Durch die Dresdner Heide

Der Startpunkt liegt in der Heide in der Nähe der Dresdner Neustadt. Es geht auf einer breiten Schotterstraße der Prießnitz entlang und hinauf. Dafür sind die Gravelbikes von Tobi und Viki wie gemacht. Sie fahren auf recht dünnen Reifen und ohne Federung. Hier kommen sie damit gut voran, ich hoffe, dass uns nicht allzu viele harte und ruckelige Passagen erwarten.
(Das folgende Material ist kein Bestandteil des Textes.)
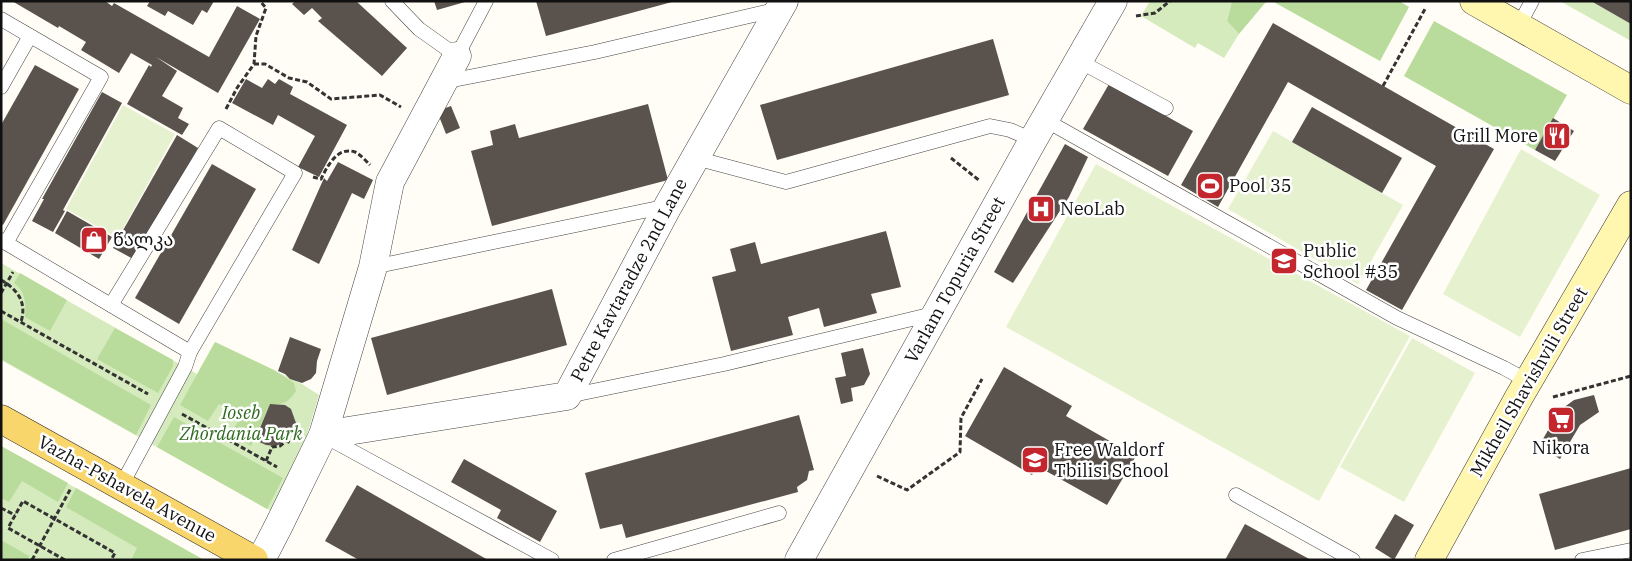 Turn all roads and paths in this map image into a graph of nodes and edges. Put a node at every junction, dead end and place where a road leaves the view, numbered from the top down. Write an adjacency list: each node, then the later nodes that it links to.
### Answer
1 (260, 1): 16 (path)
2 (392, 1): 14 (lane)
3 (486, 1): 14 (lane)
4 (1113, 1): 15 (street, Varlam Topuria Street)
5 (1170, 1): 10 (path)
6 (1532, 1): 12 (lane)
7 (1480, 3): 12 (street)
8 (782, 5): 17 (lane); 26 (street, Petre Kavtaradze 2nd Lane)
9 (1425, 9): 18 (path)
10 (1136, 16)
11 (1, 19): 13 (lane)
12 (1518, 26): 20 (street)
13 (30, 36): 19 (lane); 32 (lane)
14 (457, 56): 17 (street)
15 (1079, 61): 21 (lane); 24 (street, Varlam Topuria Street)
16 (254, 64): 22 (path); 23 (path)
17 (442, 82): 22 (street)
18 (1383, 86)
19 (1, 87)
20 (1631, 90)
21 (1166, 108)
22 (422, 120): 28 (street)
23 (219, 128): 35 (lane); 38 (lane)
24 (1039, 130): 25 (lane); 36 (street, Varlam Topuria Street); 41 (lane)
25 (932, 142): 26 (lane); 29 (path)
26 (695, 158): 31 (street, Petre Kavtaradze 2nd Lane)
27 (321, 179): 28 (path)
28 (390, 182): 33 (street)
29 (981, 182)
30 (1631, 205): 41 (street, Mikheil Shavishvili Street)
31 (668, 206): 33 (lane); 42 (street, Petre Kavtaradze 2nd Lane)
32 (4, 242): 35 (lane)
33 (373, 267): 45 (street)
34 (1, 280): 37 (path)
35 (111, 305): 38 (lane)
36 (937, 313): 42 (lane); 63 (street, Varlam Topuria Street)
37 (20, 322)
38 (190, 352): 48 (lane)
39 (1631, 376): 43 (path)
40 (982, 379): 46 (path)
41 (1528, 381): 65 (street, Mikheil Shavishvili Street)
42 (567, 396): 45 (street, Petre Kavtaradze 2nd Lane)
43 (1553, 397)
44 (1, 419): 48 (main road, Vazha-Pshavela Avenue)
45 (323, 435): 60 (street); 61 (lane)
46 (877, 476)
47 (72, 485): 53 (path)
48 (121, 486): 59 (main road, Vazha-Pshavela Avenue)
49 (1236, 495): 64 (lane)
50 (1, 508): 52 (path)
51 (779, 512): 62 (lane)
52 (15, 515): 53 (path); 54 (path)
53 (53, 519): 54 (path); 58 (path)
54 (39, 545): 56 (path); 57 (path)
55 (1631, 550): 66 (lane)
56 (32, 560)
57 (65, 560)
58 (111, 560)
59 (254, 560)
60 (261, 560)
61 (552, 560)
62 (614, 560)
63 (799, 560)
64 (1353, 560)
65 (1429, 560)
66 (1582, 560)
Tobi auf seinem Gravelbike

Ich bin mit meinem Cube Mountainbike unterwegs. Würde ich ein etwas schnelleres Rad mit etwas dünneren Reifen besitzen, ich hätte mein MTB wohl zu Hause gelassen. Allerdings kann ich nur zwischen einem Rennrad und einem MTB wählen, und für ein Rennrad sind die Orbits definitiv nicht gemacht.

Hinter der Heide führt uns der Track bald auf einen Golfplatz. Noch sind hier keine Golfer aktiv, sodass wir uns nicht vor heranfliegenden Bällen wegdücken müssen. Dafür erblicken wir hinter uns den großen Fernsehturm. Dieser wird kontinuierlich kleiner – wir entfernen uns zunehmend von der Stadt und kommen der Sächsischen Schweiz näher.
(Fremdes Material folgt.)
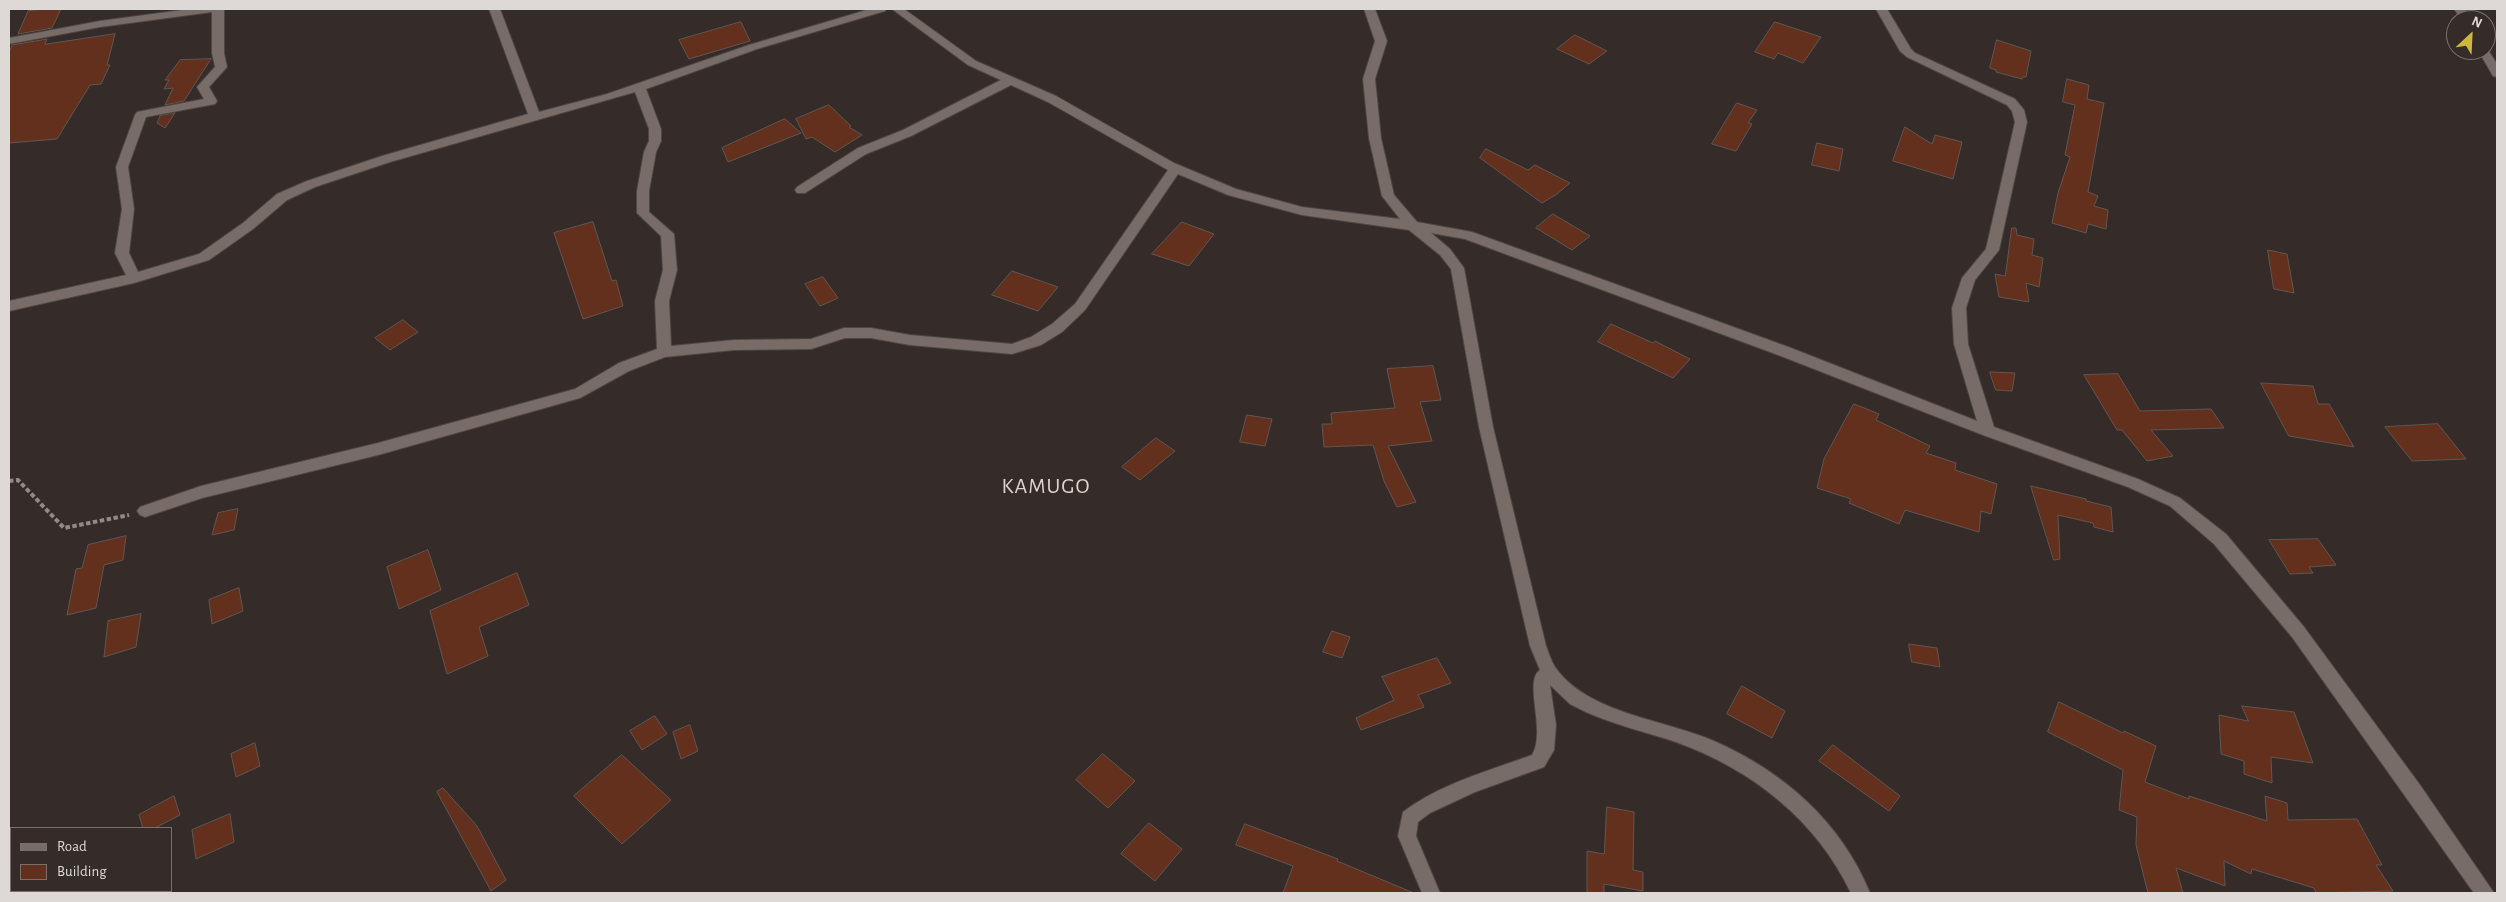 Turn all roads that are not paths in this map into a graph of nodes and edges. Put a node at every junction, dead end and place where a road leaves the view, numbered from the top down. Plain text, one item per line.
1 (213, 9) edge
2 (218, 9) edge
3 (494, 9) edge
4 (881, 9) edge
5 (897, 9) edge
6 (1370, 9) edge
7 (1882, 9) edge
8 (9, 41) edge
9 (2489, 60) edge
10 (2497, 74) edge
11 (1011, 81) junction
12 (639, 87) junction
13 (535, 116) junction
14 (1176, 168) junction
15 (801, 190) dead end
16 (1412, 225) junction
17 (134, 278) junction
18 (9, 306) edge
19 (664, 352) junction
20 (1988, 431) junction
21 (145, 511) road end
22 (1550, 673) junction
23 (1431, 893) edge
24 (1861, 893) edge
25 (2485, 893) edge

1 - 8 street
2 - 17 street
3 - 13 street
4 - 12 street
5 - 11 street
6 - 16 street
7 - 20 street
9 - 10 street
11 - 14 street
11 - 15 street
12 - 13 street
12 - 19 street
13 - 17 street
14 - 16 street
14 - 19 street
16 - 20 street
16 - 22 street
17 - 18 street
19 - 21 street
20 - 25 street
22 - 23 street
22 - 24 street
Nicht gemacht für dünne Reifen

Im Liebenthaler Grund wird es zum ersten Mal richtig malerisch. Passenderweise folgen wir hier auch dem berühmten Malerweg, den ich selber schon abgewandert bin. Wir folgen der Wesenitz, welche an ihren Seiten von wuchtigen Sandsteinen gesäumt wird, für die diese Region so bekannt ist.

Im Liebenthaler Grund

Mit dem Schönheitsgrad steigt jedoch auch der Anspruch an Räder und Fahrer: Wir müssen uns über viele Felsen und Baumstämme kämpfen und nicht selten die Räder Treppen hinauf- und hinabtragen.
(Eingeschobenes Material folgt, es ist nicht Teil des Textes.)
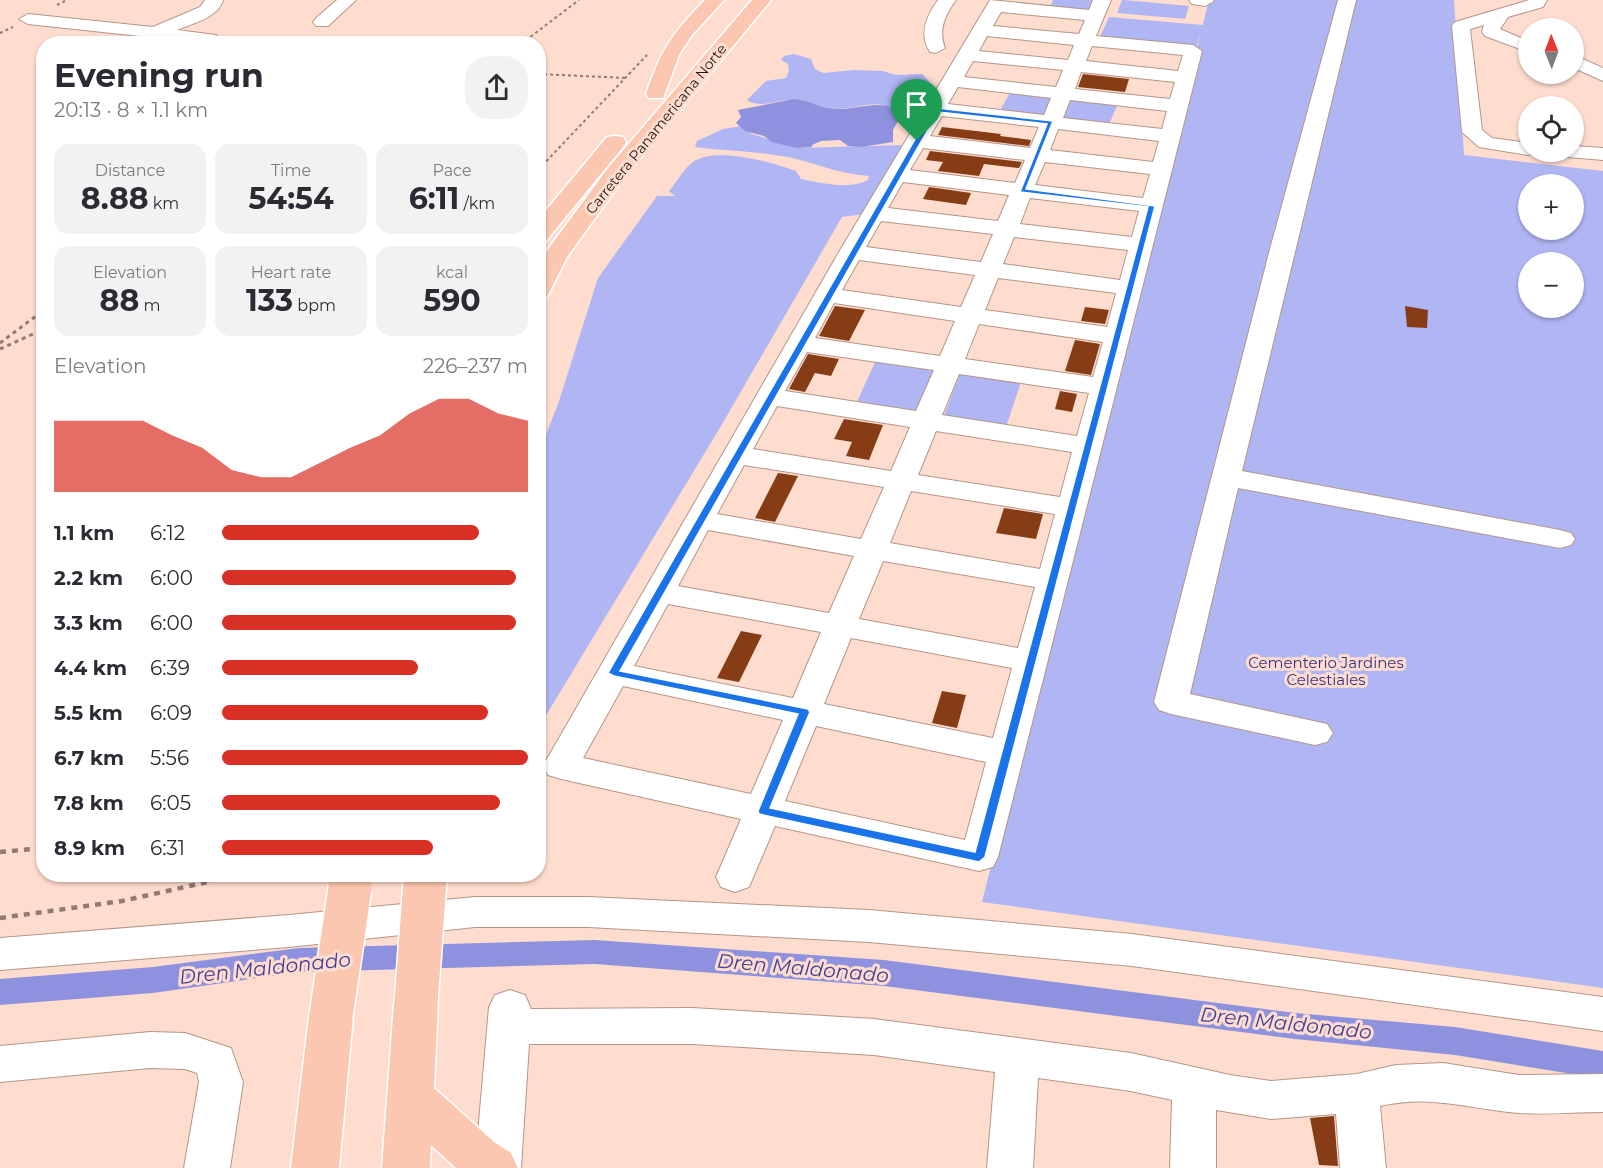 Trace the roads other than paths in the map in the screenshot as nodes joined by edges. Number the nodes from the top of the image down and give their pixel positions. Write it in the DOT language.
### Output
graph roads {
  1 [pos="214,0"];
  2 [pos="347,0"];
  3 [pos="715,0"];
  4 [pos="738,0"];
  5 [pos="762,0"];
  6 [pos="947,0"];
  7 [pos="1198,0"];
  8 [pos="1347,0"];
  9 [pos="1205,1"];
  10 [pos="997,3"];
  11 [pos="1538,8"];
  12 [pos="1496,14"];
  13 [pos="28,19"];
  14 [pos="1094,19"];
  15 [pos="322,22"];
  16 [pos="981,30"];
  17 [pos="154,33"];
  18 [pos="182,36"];
  19 [pos="1518,43"];
  20 [pos="936,48"];
  21 [pos="967,55"];
  22 [pos="1074,66"];
  23 [pos="1584,66"];
  24 [pos="1603,75"];
  25 [pos="1186,77"];
  26 [pos="952,81"];
  27 [pos="1063,93"];
  28 [pos="656,94"];
  29 [pos="1179,106"];
  30 [pos="936,110"];
  31 [pos="641,111"];
  32 [pos="1050,122"];
  33 [pos="627,128"];
  34 [pos="1172,136"];
  35 [pos="917,141"];
  36 [pos="1518,148"];
  37 [pos="1584,153"];
  38 [pos="1037,154"];
  39 [pos="1603,154"];
  40 [pos="1162,169"];
  41 [pos="896,175"];
  42 [pos="1022,190"];
  43 [pos="1152,206"];
  44 [pos="874,213"];
  45 [pos="546,226"];
  46 [pos="1006,229"];
  47 [pos="1141,245"];
  48 [pos="851,252"];
  49 [pos="989,270"];
  50 [pos="546,276"];
  51 [pos="1130,288"];
  52 [pos="826,295"];
  53 [pos="970,315"];
  54 [pos="1117,336"];
  55 [pos="799,343"];
  56 [pos="949,365"];
  57 [pos="1104,387"];
  58 [pos="769,397"];
  59 [pos="926,421"];
  60 [pos="1088,446"];
  61 [pos="736,455"];
  62 [pos="1225,477"];
  63 [pos="900,481"];
  64 [pos="1072,508"];
  65 [pos="700,520"];
  66 [pos="1560,539"];
  67 [pos="872,550"];
  68 [pos="1053,581"];
  69 [pos="659,592"];
  70 [pos="840,626"];
  71 [pos="1032,661"];
  72 [pos="614,673"];
  73 [pos="804,712"];
  74 [pos="1315,733"];
  75 [pos="1008,754"];
  76 [pos="763,811"];
  77 [pos="735,878"];
  78 [pos="351,882"];
  79 [pos="425,882"];
  80 [pos="0,954"];
  81 [pos="1603,1014"];
  82 [pos="1018,1055"];
  83 [pos="0,1064"];
  84 [pos="1194,1086"];
  85 [pos="1357,1093"];
  86 [pos="1603,1093"];
  87 [pos="409,1095"];
  88 [pos="207,1168"];
  89 [pos="315,1168"];
  90 [pos="406,1168"];
  91 [pos="496,1168"];
  92 [pos="1010,1168"];
  93 [pos="1193,1168"];
  94 [pos="1363,1168"];
  1 -- 17 [label="street"];
  2 -- 15 [label="street"];
  3 -- 28 [label="highway"];
  4 -- 28 [label="highway, Carretera Panamericana Norte"];
  5 -- 50 [label="highway, Carretera Panamericana Norte"];
  6 -- 20 [label="street"];
  7 -- 9 [label="street"];
  8 -- 62 [label="street"];
  10 -- 14 [label="street"];
  10 -- 16 [label="street"];
  11 -- 12 [label="street"];
  12 -- 19 [label="street"];
  12 -- 36 [label="street"];
  13 -- 17 [label="street"];
  14 -- 16 [label="street"];
  14 -- 22 [label="street"];
  14 -- 25 [label="street"];
  16 -- 21 [label="street"];
  17 -- 18 [label="street"];
  21 -- 22 [label="street"];
  21 -- 26 [label="street"];
  22 -- 25 [label="street"];
  22 -- 27 [label="street"];
  23 -- 24 [label="street"];
  25 -- 29 [label="street"];
  26 -- 27 [label="street"];
  26 -- 30 [label="street"];
  27 -- 29 [label="street"];
  27 -- 32 [label="street"];
  28 -- 31 [label="highway, Carretera Panamericana Norte"];
  29 -- 34 [label="street"];
  30 -- 32 [label="street"];
  30 -- 35 [label="street"];
  32 -- 34 [label="street"];
  32 -- 38 [label="street"];
  33 -- 45 [label="highway, Carretera Panamericana Norte"];
  34 -- 40 [label="street"];
  35 -- 38 [label="street"];
  35 -- 41 [label="street"];
  37 -- 39 [label="street"];
  38 -- 40 [label="street"];
  38 -- 42 [label="street"];
  40 -- 43 [label="street"];
  41 -- 42 [label="street"];
  41 -- 44 [label="street"];
  42 -- 43 [label="street"];
  42 -- 46 [label="street"];
  43 -- 47 [label="street"];
  44 -- 46 [label="street"];
  44 -- 48 [label="street"];
  46 -- 47 [label="street"];
  46 -- 49 [label="street"];
  47 -- 51 [label="street"];
  48 -- 49 [label="street"];
  48 -- 52 [label="street"];
  49 -- 51 [label="street"];
  49 -- 53 [label="street"];
  51 -- 54 [label="street"];
  52 -- 53 [label="street"];
  52 -- 55 [label="street"];
  53 -- 54 [label="street"];
  53 -- 56 [label="street"];
  54 -- 57 [label="street"];
  55 -- 56 [label="street"];
  55 -- 58 [label="street"];
  56 -- 57 [label="street"];
  56 -- 59 [label="street"];
  57 -- 60 [label="street"];
  58 -- 59 [label="street"];
  58 -- 61 [label="street"];
  59 -- 60 [label="street"];
  59 -- 63 [label="street"];
  60 -- 64 [label="street"];
  61 -- 63 [label="street"];
  61 -- 65 [label="street"];
  62 -- 66 [label="street"];
  62 -- 74 [label="street"];
  63 -- 64 [label="street"];
  63 -- 67 [label="street"];
  64 -- 68 [label="street"];
  65 -- 67 [label="street"];
  65 -- 69 [label="street"];
  67 -- 68 [label="street"];
  67 -- 70 [label="street"];
  68 -- 71 [label="street"];
  69 -- 70 [label="street"];
  69 -- 72 [label="street"];
  70 -- 71 [label="street"];
  70 -- 73 [label="street"];
  71 -- 75 [label="street"];
  72 -- 73 [label="street"];
  72 -- 76 [label="street"];
  73 -- 75 [label="street"];
  73 -- 76 [label="street"];
  75 -- 76 [label="street"];
  76 -- 77 [label="street"];
  78 -- 89 [label="highway, bridge"];
  79 -- 87 [label="highway, bridge"];
  80 -- 81 [label="street"];
  82 -- 84 [label="street"];
  82 -- 91 [label="street"];
  82 -- 92 [label="street"];
  83 -- 88 [label="street"];
  84 -- 85 [label="street"];
  84 -- 93 [label="street"];
  85 -- 86 [label="street"];
  85 -- 94 [label="street"];
  87 -- 90 [label="highway"];
  87 -- 91 [label="highway"];
}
Ich leide besonders mit Viki und Tobi, bin gleichzeitig aber glücklich, hier mit dem MTB unterwegs zu sein. Das ganze scheint doch eher eine MTB-Strecke zu sein, damit habe ich nicht gerechnet. So hatte ich extra noch zu den dünneren und nur 2,1 Zoll breiten Schwalbe Thunder Burts gegriffen, um zumindest etwas mehr Speed aus meinem Cube herausholen zu können. Aber selbst 2,2 Zoll breite Reifen mit deutlich mehr Grip würde ich jetzt nicht ausschlagen.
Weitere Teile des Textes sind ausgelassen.